Problem: Exactly the lines from the one containing "ring tip: (824, 636)" through the end of the listing should be written out, both ends included, and nothing more.

Dataset:

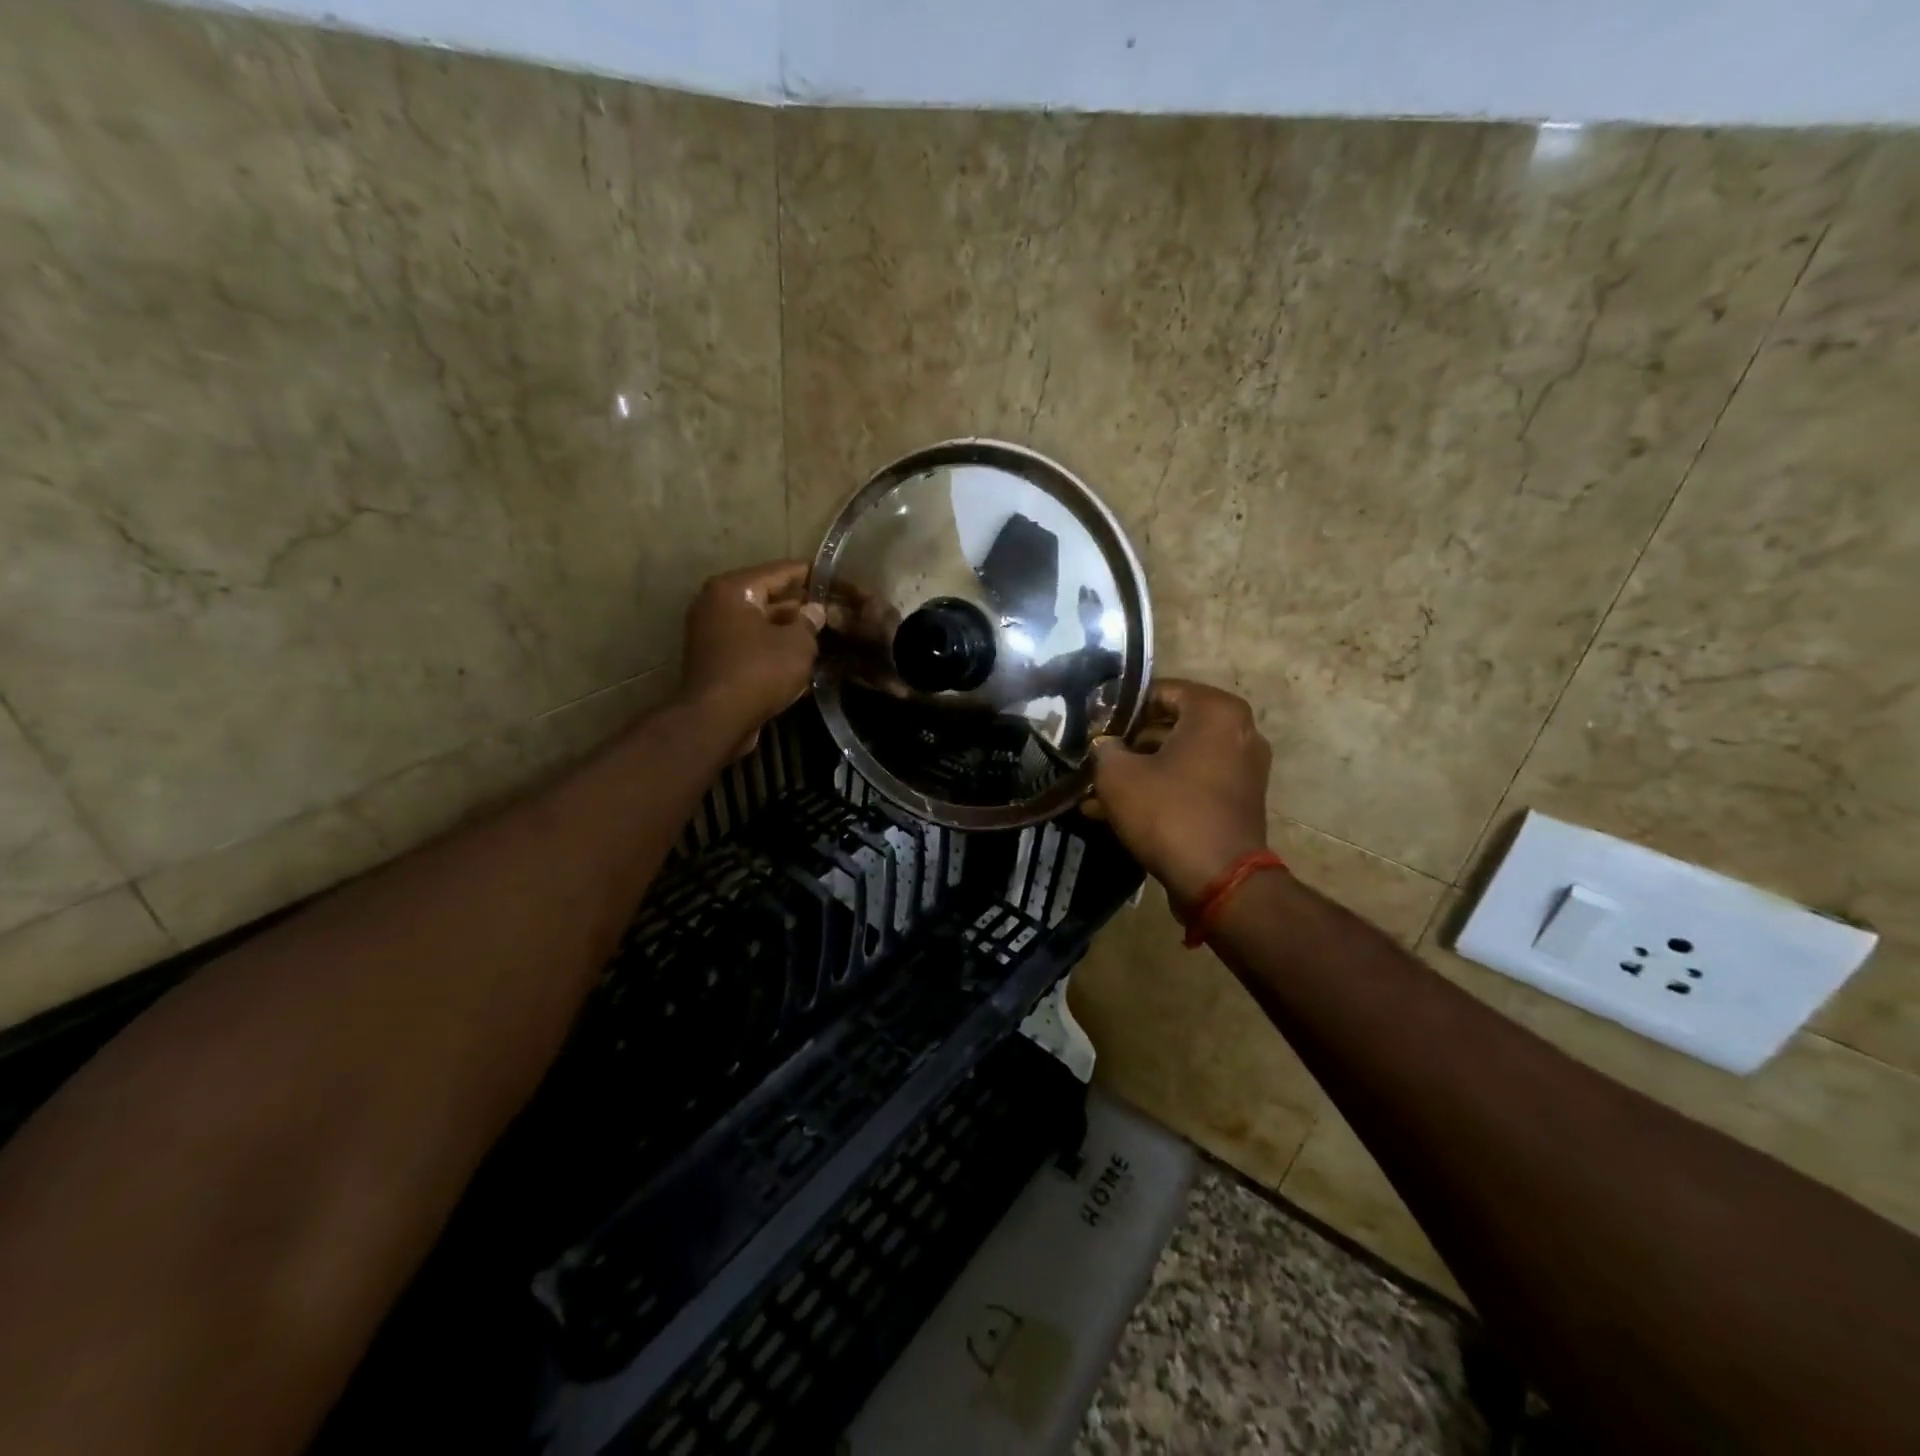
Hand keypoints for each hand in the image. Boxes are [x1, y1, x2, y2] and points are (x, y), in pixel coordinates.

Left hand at [679, 560, 825, 756]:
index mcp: (733, 589)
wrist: (716, 720)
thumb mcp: (798, 644)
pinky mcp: (715, 661)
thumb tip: (815, 611)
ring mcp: (712, 634)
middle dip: (801, 606)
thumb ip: (810, 622)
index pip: (781, 571)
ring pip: (760, 625)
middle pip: (768, 597)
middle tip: (834, 611)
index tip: (837, 578)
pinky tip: (802, 661)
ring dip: (789, 631)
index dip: (813, 574)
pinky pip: (751, 647)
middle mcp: (716, 604)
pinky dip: (774, 651)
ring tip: (824, 636)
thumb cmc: (758, 672)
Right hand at [1086, 679, 1272, 908]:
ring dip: (1139, 770)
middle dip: (1128, 743)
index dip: (1120, 707)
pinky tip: (1118, 811)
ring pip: (1178, 757)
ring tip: (1096, 791)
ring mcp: (1243, 767)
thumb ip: (1104, 749)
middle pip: (1170, 724)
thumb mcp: (1118, 776)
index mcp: (1216, 711)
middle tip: (1094, 756)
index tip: (1093, 724)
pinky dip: (1161, 789)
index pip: (1159, 691)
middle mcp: (1238, 731)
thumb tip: (1104, 745)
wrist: (1219, 880)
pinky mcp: (1238, 799)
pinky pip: (1192, 782)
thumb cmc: (1168, 813)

Expected answer:
ring tip: (824, 636)
thumb cmc: (758, 672)
Right hand at [1086, 679, 1272, 908]:
ring dip: (1139, 770)
middle dip: (1128, 743)
index dip: (1120, 707)
pinky tip: (1118, 811)
ring pip: (1178, 757)
ring tip: (1096, 791)
ring mcp: (1243, 767)
thumb ip: (1104, 749)
middle pip: (1170, 724)
thumb mcp: (1118, 776)
index mcp: (1216, 711)
middle tip: (1094, 756)
index tip: (1093, 724)
pinky dip: (1161, 789)
index pip: (1159, 691)
middle mcp: (1238, 731)
thumb tip: (1104, 745)
wrist: (1219, 880)
pinky mcp: (1238, 799)
pinky pip: (1192, 782)
thumb cmc: (1168, 813)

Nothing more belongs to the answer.